Anyone got any info on where i can get paint to refurd one of these alloys(astra 18"penta alloy). They look like a special finish to me:wall::wall::wall: So thinking it might be hard to find.


----------



## little john (Jun 10, 2007)

It isnt a standard colour that I have found, I had to get some mixed for it and I'm not 100% sure on the match as I havnt checked the wheel against the others. It is a strange finish not glossy like most vauxhall alloys. I have decided not to bother doing the rest as my Dad doesn't seem to give a flying **** about the wheels we replaced 2 of them a month or so ago and within 1 week 3 of the 5 spokes on 1 wheel were scuffed again and within the 2nd week all 5 had been got. Im not sure on the front wheel as he hasnt given me chance to clean it since.


----------



## who45 (Feb 8, 2008)

platinum silver - was told this by one wheel refurber whom was doing a bmw wheel in the same finish - not the type of paint to buy off the shelf in halfrauds - nearest to that is high power silver but it isnt the same finish as the platinum.

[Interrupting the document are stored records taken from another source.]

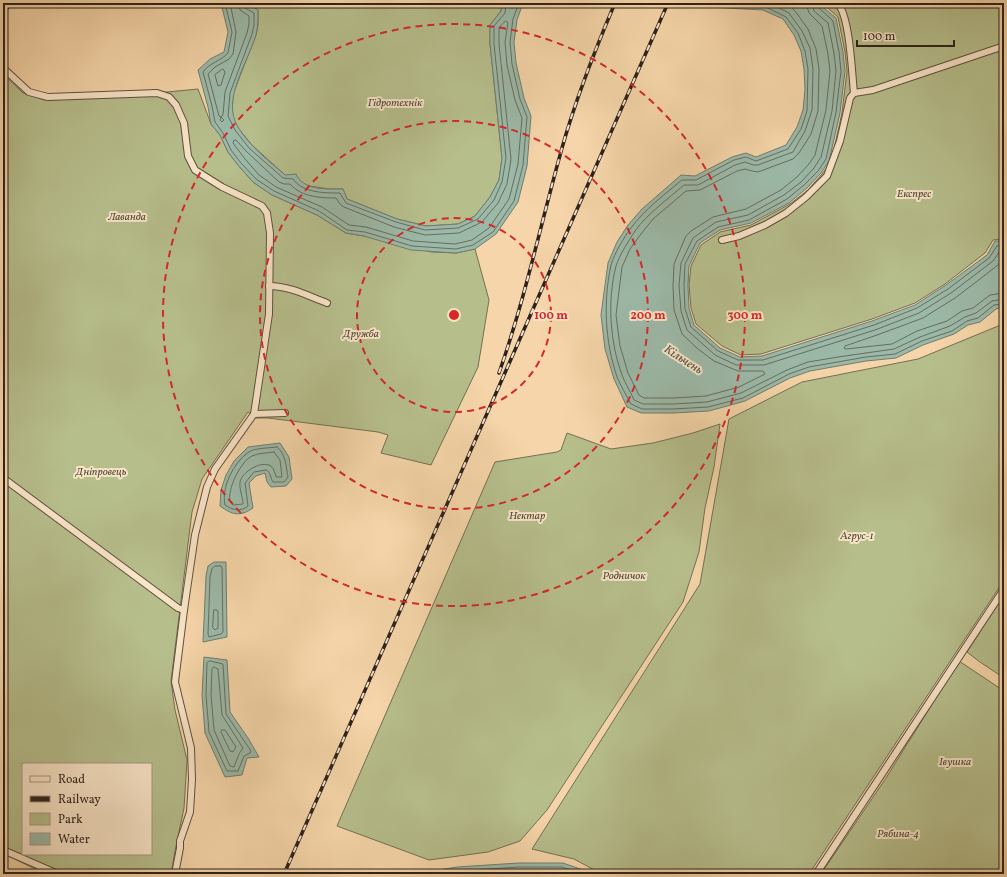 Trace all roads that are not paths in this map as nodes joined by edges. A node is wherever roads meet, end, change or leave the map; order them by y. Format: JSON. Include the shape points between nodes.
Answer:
{"nodes":[{"id":1,"x":8,"y":3,"type":"edge"},
{"id":2,"x":838,"y":3,"type":"edge"},
{"id":3,"x":3,"y":11,"type":"edge"},
{"id":4,"x":1004,"y":46,"type":"edge"},
{"id":5,"x":3,"y":68,"type":"edge"},
{"id":6,"x":854,"y":93,"type":"junction"},
{"id":7,"x":722,"y":240,"type":"dead end"},
{"id":8,"x":269,"y":286,"type":"junction"},
{"id":9,"x":327,"y":303,"type":"dead end"},
{"id":10,"x":284,"y":413,"type":"dead end"},
{"id":11,"x":254,"y":414,"type":"junction"},
{"id":12,"x":3,"y":478,"type":"edge"},
{"id":13,"x":1004,"y":589,"type":"edge"},
{"id":14,"x":184,"y":610,"type":"junction"},
{"id":15,"x":3,"y":850,"type":"edge"},
{"id":16,"x":58,"y":874,"type":"edge"},
{"id":17,"x":175,"y":874,"type":"edge"},
{"id":18,"x":816,"y":874,"type":"edge"}],
"edges":[{"from":1,"to":3,"type":"street"},
{"from":2,"to":6,"type":"street","via":[[847,23]]},
{"from":4,"to":6,"type":"street","via":[[873,90]]},
{"from":5,"to":8,"type":"street","via":[[29,92],[48,97],[157,93],[169,97],[176,105],[184,123],[188,156],[195,170],[222,187],[262,206],[267,213],[270,233]]},
{"from":6,"to":7,"type":"street","via":[[850,98],[840,141],[828,176],[786,213],[739,236]]},
{"from":8,"to":9,"type":"street","via":[[291,288]]},
{"from":8,"to":11,"type":"street","via":[[269,314]]},
{"from":10,"to":11,"type":"street"},
{"from":11,"to":14,"type":"street","via":[[216,468],[207,486],[195,535]]},
{"from":12,"to":14,"type":"street"},
{"from":13,"to":18,"type":"street"},
{"from":14,"to":17,"type":"street","via":[[176,682],[191,748],[192,779],[190,812],[180,841]]},
{"from":15,"to":16,"type":"street"}]}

there are wheel paint stockists on the net i did contact that do sell a varient (eg there own brand of platinum) tho - but as i have sold my compressor and paint gun i stopped enquiring

closest i came to buying a similar colour was:

http://wheelpaints.co.uk/ - the guy there was very helpful and they have a similar finish to platinum - was super silver i think after i mailed him pics of the sri wheel - but i was told its a paint that needed a flawless black basecoat before the silver goes on


----------